LAS RELACIONES HUMANAS EN EL TRABAJO
Eduardo Press *
Hace aproximadamente un año se estrenó en Buenos Aires una
película en la cual podemos recortar cuatro historias diferentes
desde las cuales quiero hacer algunas reflexiones. La película
muestra a una joven muchacha dueña de una pequeña librería de
barrio, instalada hace muchísimos años en el mismo lugar, que ve
peligrar su subsistencia por la instalación de una mega librería en
la esquina de su local (una historia muy actual, un
megaemprendimiento que pone en peligro un comercio minorista). Por
otro lado, un apuesto hijo del dueño de la mega librería que
comienza en forma casual un vínculo, vía chateo, con la joven
muchacha (otra historia muy actual, las e-relaciones). Por supuesto
se establece un romance entre los jóvenes (una historia muy antigüa,
el amor entre dos personas con conflicto de intereses) <tampoco
es muy original la forma en que se resuelve el conflicto de
intereses: todo lo vence el amor>. Entonces, tenemos una historia
de amor, una historia de un problema en el terreno
económico-comercial y una historia del avance tecnológico en los
medios para la comunicación entre las personas.

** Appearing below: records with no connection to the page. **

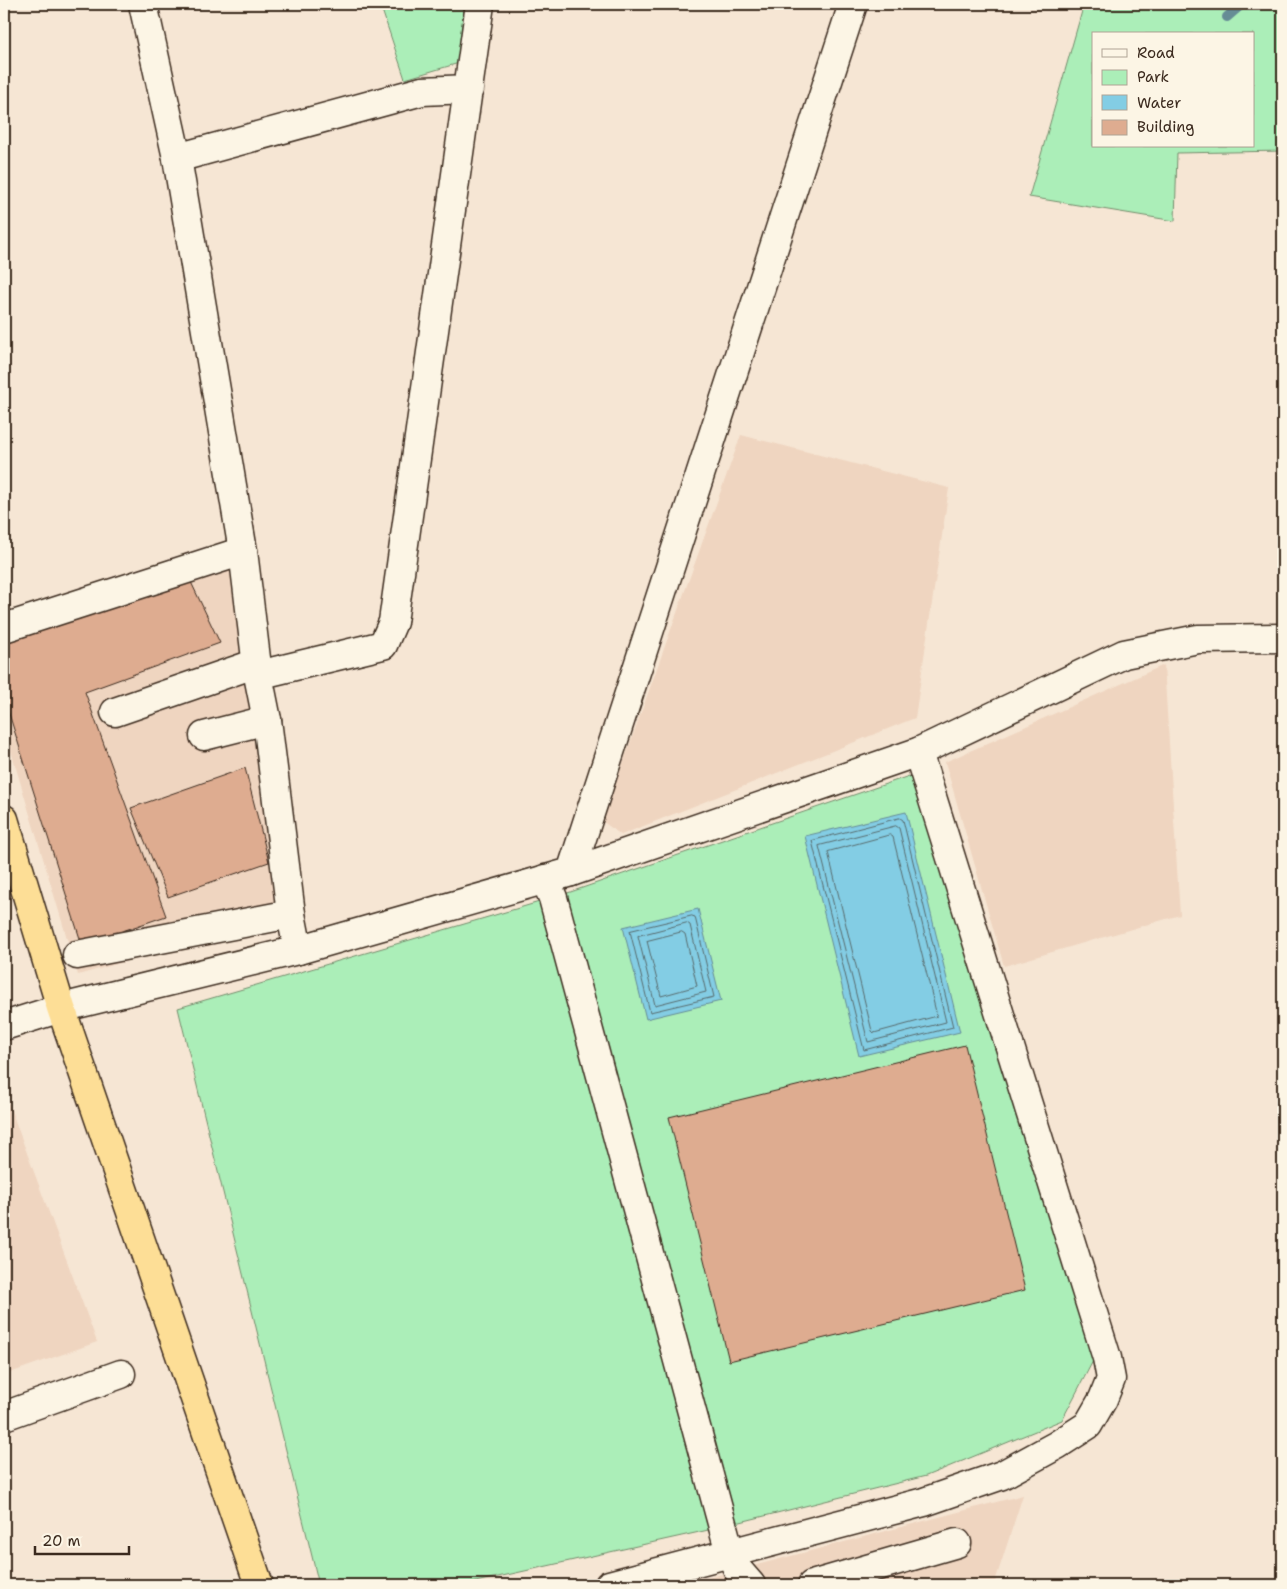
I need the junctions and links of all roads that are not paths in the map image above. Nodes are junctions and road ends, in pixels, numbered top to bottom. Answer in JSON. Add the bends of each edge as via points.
{"nodes":[{"id":1,"x":143,"y":4,"type":"edge"},
{"id":2,"x":480,"y":4,"type":"edge"},
{"id":3,"x":853,"y":4,"type":"edge"},
{"id":4,"x":469,"y":89,"type":"junction"},
{"id":5,"x":177,"y":158,"type":"junction"},
{"id":6,"x":243,"y":550,"type":"junction"},
{"id":7,"x":4,"y":628,"type":"edge"},
{"id":8,"x":1283,"y":638,"type":"edge"},
{"id":9,"x":258,"y":669,"type":"junction"},
{"id":10,"x":115,"y":712,"type":"dead end"},
{"id":11,"x":267,"y":720,"type":"junction"},
{"id":12,"x":204,"y":736,"type":"dead end"},
{"id":13,"x":918,"y":752,"type":"junction"},
{"id":14,"x":4,"y":819,"type":"edge"},
{"id":15,"x":571,"y":872,"type":"junction"},
{"id":16,"x":545,"y":879,"type":"junction"},
{"id":17,"x":291,"y":914,"type":"junction"},
{"id":18,"x":298,"y":950,"type":"junction"},
{"id":19,"x":77,"y":955,"type":"dead end"},
{"id":20,"x":62,"y":1008,"type":"junction"},
{"id":21,"x":4,"y":1026,"type":"edge"},
{"id":22,"x":121,"y":1374,"type":"dead end"},
{"id":23,"x":4,"y":1416,"type":"edge"},
{"id":24,"x":957,"y":1543,"type":"dead end"},
{"id":25,"x":730,"y":1553,"type":"junction"},
{"id":26,"x":259,"y":1585,"type":"edge"},
{"id":27,"x":609,"y":1585,"type":"edge"},
{"id":28,"x":751,"y":1585,"type":"edge"},
{"id":29,"x":812,"y":1585,"type":"edge"}],
"edges":[{"from":1,"to":5,"type":"street"},
{"from":2,"to":4,"type":"street"},
{"from":3,"to":15,"type":"street"},
{"from":4,"to":5,"type":"street","via":[[422,92]]},
{"from":4,"to":9,"type":"street","via":[[393,622],[383,644]]},
{"from":5,"to":6,"type":"street"},
{"from":6,"to":7,"type":"street"},
{"from":6,"to":9,"type":"street"},
{"from":8,"to":13,"type":"street","via":[[1198,639],[1124,654]]},
{"from":9,"to":10,"type":"street"},
{"from":9,"to":11,"type":"street"},
{"from":11,"to":12,"type":"street"},
{"from":11,"to":17,"type":"street"},
{"from":13,"to":15,"type":"street"},
{"from":13,"to":25,"type":"street","via":[[1111,1379],[1088,1425],[1002,1475],[924,1502]]},
{"from":14,"to":20,"type":"highway"},
{"from":15,"to":16,"type":"street"},
{"from":16,"to":18,"type":"street"},
{"from":16,"to":25,"type":"street","via":[[553,898]]},
{"from":17,"to":18,"type":"street"},
{"from":17,"to":19,"type":"street"},
{"from":18,"to":20,"type":"street"},
{"from":20,"to":21,"type":"street"},
{"from":20,"to":26,"type":"highway"},
{"from":22,"to":23,"type":"street"},
{"from":24,"to":29,"type":"street"},
{"from":25,"to":27,"type":"street"},
{"from":25,"to":28,"type":"street","via":[[738,1570]]}]}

La cuarta historia, a la que me voy a dedicar, es que en varios
momentos de la película el joven empresario después de escuchar los
reclamos de su "víctima y amante", y con su mejor sonrisa, le dice a
la joven: "Son negocios, no es nada personal".
"Son negocios, no es nada personal".
¿ Qué significa esta afirmación tan difundida y de amplia
aceptación en el mundo de los negocios ?
Para decirlo de un modo directo: los negocios y las personas
chocan.
Mi finalidad es que tomemos conciencia todos aquellos que estamos
involucrados en negocios (empresarios y directivos de empresas,
gerentes y mandos medios) que el concepto de que el negocio choca
con la gente responde a una dualidad cultural basada en la premisa
"o esto..., o lo otro...". Y que con mucha facilidad podemos caer en
la trampa de esta disyuntiva, tanto como para llegar a creer que una
de las partes es más verdadera, conveniente, ventajosa o útil que la
otra.
Muchas empresas hacen inversiones importantes para realizar
cambios que solucionen problemas: desarrollar una nueva estrategia
del negocio, un nuevo gerenciamiento, una reestructuración, un
proceso de reingeniería, una fusión, o compra de otra empresa, o un
cambio en su sistema informático , o la actualización de su sistema
de telecomunicaciones para responder a la nueva velocidad de las
comunicaciones en el mundo, o han iniciado un proceso de gestión de
la calidad para estar a tono con la fuerte demanda de los clientes,
o quiere optimizar su sistema logístico para mejorar la relación con
sus proveedores, o algún cambio de otra naturaleza.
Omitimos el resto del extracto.